As part of the trade corridor project, the government also plans to expand the ports in Coatzacoalcos and Salina Cruz. Ten industrial parks are expected to be developed in and around both cities.
Héctor López Gutiérrez, chief of the government’s ports and merchant marine agency, said that 16 companies have expressed interest in building and operating new container terminals at the two ports.
In addition, the Isthmus region is slated to become a free zone, where value added and income taxes will be cut by half.
The entire trade corridor project is expected to cost some 259 billion pesos (US $13.6 billion) of which the government will provide around 100 billion.
Federal authorities will invest 31.2 billion pesos in the expansion of the ports, 23.3 billion on electrical energy projects, 10.4 billion on highway upgrades, 10 billion on natural gas infrastructure, 17 billion on the Salina Cruz and Coatzacoalcos refineries, 1.1 billion on the railway and 440 million on telecommunications, according to a plan presented to the European Investment Bank (EIB).
Rafael Marín Mollinedo, chief of the trade corridor project, said the EIB has expressed interest in participating in the project.

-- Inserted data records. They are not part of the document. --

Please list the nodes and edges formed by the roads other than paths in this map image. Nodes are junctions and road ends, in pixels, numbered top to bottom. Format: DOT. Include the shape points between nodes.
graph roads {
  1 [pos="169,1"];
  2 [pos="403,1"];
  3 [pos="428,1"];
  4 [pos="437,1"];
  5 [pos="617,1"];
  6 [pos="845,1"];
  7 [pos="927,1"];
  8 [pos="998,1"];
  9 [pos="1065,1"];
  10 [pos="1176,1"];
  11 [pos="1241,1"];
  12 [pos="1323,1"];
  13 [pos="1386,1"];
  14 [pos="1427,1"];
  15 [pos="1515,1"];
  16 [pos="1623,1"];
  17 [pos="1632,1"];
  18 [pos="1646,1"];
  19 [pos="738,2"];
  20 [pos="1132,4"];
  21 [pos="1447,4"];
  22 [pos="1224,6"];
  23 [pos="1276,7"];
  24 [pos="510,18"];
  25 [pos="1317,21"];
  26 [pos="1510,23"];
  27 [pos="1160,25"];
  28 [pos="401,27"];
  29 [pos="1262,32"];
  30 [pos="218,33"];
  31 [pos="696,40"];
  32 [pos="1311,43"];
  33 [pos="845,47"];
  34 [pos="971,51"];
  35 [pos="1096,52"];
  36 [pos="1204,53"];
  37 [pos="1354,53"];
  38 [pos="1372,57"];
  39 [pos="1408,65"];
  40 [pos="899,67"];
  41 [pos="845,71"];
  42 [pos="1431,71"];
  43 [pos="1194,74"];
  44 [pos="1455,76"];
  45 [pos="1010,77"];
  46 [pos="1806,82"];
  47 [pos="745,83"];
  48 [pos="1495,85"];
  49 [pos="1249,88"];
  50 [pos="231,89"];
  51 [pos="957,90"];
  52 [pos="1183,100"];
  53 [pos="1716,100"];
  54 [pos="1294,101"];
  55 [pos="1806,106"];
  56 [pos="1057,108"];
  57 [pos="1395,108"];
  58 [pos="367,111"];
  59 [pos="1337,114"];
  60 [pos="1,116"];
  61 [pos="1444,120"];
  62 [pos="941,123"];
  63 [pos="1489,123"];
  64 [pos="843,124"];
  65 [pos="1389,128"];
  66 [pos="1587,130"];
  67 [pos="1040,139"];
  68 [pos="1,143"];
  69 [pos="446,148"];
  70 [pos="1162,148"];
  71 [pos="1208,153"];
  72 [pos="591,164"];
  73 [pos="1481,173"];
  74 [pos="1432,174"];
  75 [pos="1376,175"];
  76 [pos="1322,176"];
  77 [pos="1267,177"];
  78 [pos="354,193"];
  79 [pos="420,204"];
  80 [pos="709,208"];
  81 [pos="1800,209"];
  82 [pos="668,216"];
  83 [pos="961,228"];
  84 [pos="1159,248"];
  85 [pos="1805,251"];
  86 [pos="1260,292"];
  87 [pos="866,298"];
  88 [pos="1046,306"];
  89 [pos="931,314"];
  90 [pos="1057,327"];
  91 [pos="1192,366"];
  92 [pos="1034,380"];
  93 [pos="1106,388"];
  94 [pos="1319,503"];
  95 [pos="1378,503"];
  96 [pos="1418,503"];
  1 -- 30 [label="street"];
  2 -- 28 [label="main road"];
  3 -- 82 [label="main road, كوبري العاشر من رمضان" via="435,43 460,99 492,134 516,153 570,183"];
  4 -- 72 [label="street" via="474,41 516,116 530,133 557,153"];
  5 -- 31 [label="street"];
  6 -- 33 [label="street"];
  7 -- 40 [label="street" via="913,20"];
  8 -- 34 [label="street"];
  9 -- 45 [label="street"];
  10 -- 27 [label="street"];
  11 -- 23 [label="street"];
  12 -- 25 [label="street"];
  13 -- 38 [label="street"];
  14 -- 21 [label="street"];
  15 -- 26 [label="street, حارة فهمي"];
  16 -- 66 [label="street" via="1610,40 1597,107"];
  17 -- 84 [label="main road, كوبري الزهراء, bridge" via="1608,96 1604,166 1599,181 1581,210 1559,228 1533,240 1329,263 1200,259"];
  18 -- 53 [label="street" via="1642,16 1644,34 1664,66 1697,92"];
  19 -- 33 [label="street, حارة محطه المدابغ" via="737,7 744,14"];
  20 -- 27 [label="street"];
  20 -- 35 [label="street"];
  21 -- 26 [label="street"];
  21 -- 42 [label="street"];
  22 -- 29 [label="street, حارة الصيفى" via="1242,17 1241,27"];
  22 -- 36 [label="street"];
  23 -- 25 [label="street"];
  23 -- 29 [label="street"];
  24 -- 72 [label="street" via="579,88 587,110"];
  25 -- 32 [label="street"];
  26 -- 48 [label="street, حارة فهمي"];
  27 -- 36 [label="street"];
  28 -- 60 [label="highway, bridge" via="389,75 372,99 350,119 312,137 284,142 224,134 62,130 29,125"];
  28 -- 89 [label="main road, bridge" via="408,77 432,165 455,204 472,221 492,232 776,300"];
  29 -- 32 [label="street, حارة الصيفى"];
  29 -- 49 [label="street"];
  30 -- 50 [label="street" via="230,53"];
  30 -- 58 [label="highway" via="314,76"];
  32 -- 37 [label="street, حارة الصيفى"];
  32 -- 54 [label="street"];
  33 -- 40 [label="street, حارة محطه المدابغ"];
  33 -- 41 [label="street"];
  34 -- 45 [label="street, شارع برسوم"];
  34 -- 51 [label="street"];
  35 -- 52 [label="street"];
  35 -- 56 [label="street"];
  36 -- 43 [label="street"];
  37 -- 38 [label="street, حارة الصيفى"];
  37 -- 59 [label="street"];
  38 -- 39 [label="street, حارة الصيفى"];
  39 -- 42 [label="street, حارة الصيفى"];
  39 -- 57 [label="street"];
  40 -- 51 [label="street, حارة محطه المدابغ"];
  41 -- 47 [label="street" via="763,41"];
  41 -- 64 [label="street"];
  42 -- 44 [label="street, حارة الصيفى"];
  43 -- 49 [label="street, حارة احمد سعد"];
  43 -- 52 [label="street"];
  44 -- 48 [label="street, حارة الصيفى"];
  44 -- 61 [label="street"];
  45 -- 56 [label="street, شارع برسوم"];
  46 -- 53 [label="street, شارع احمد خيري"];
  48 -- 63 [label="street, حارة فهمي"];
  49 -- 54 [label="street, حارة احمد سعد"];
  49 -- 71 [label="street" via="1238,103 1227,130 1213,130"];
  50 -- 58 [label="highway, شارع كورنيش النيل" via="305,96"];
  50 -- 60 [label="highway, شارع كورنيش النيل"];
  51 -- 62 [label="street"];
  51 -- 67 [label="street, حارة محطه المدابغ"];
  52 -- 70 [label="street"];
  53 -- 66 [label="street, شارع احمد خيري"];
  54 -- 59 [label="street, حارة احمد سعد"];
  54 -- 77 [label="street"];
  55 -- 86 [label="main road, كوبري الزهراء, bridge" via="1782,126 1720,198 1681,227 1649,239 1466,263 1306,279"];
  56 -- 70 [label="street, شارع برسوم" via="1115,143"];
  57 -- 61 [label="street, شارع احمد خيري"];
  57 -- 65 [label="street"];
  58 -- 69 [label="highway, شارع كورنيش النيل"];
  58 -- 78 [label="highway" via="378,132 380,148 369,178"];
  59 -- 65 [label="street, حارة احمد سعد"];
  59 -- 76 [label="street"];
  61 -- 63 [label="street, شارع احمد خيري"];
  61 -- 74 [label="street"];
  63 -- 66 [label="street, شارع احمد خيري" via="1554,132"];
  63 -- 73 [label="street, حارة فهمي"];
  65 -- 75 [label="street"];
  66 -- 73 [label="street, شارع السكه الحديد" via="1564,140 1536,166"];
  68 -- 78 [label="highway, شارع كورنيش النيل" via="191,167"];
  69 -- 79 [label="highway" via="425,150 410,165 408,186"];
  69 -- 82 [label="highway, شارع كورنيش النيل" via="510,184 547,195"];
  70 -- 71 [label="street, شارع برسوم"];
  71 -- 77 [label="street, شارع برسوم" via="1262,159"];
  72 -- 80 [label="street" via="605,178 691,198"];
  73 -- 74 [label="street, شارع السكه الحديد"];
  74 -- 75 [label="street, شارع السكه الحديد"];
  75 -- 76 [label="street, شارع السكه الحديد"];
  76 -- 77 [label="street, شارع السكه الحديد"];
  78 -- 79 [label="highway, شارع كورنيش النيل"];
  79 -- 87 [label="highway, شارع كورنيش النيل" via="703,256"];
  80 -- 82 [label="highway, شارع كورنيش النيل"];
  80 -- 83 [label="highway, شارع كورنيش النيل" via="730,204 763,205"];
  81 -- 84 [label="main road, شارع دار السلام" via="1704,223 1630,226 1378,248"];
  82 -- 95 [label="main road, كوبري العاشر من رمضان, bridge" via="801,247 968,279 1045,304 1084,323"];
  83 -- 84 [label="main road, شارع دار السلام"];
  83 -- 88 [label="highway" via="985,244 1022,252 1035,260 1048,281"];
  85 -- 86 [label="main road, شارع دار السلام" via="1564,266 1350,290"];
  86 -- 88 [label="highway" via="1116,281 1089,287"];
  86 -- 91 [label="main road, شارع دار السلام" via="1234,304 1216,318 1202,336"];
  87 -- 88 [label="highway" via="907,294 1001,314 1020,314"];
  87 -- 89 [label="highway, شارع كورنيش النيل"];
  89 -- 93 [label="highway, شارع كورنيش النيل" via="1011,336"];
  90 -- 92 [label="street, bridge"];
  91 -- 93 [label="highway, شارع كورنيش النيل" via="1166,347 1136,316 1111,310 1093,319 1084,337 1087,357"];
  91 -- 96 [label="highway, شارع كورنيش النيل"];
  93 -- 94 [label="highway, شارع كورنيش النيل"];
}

According to a report in the newspaper El Heraldo de México, shipping companies’ use of the Isthmus of Tehuantepec trade corridor will save them as many as four days in comparison with using the Panama Canal.
But the president of the Mexican Shipping Agents Association said in April that any notion that the new rail project will allow Mexico to compete with the Panama Canal is a “pipe dream.”
Cristian Bennett Lira said that at least 200 trains a day would have to run between Salina Cruz and Coatzacoalcos in order for the railway to be able to compete with the 105-year-old United States-built feat of engineering.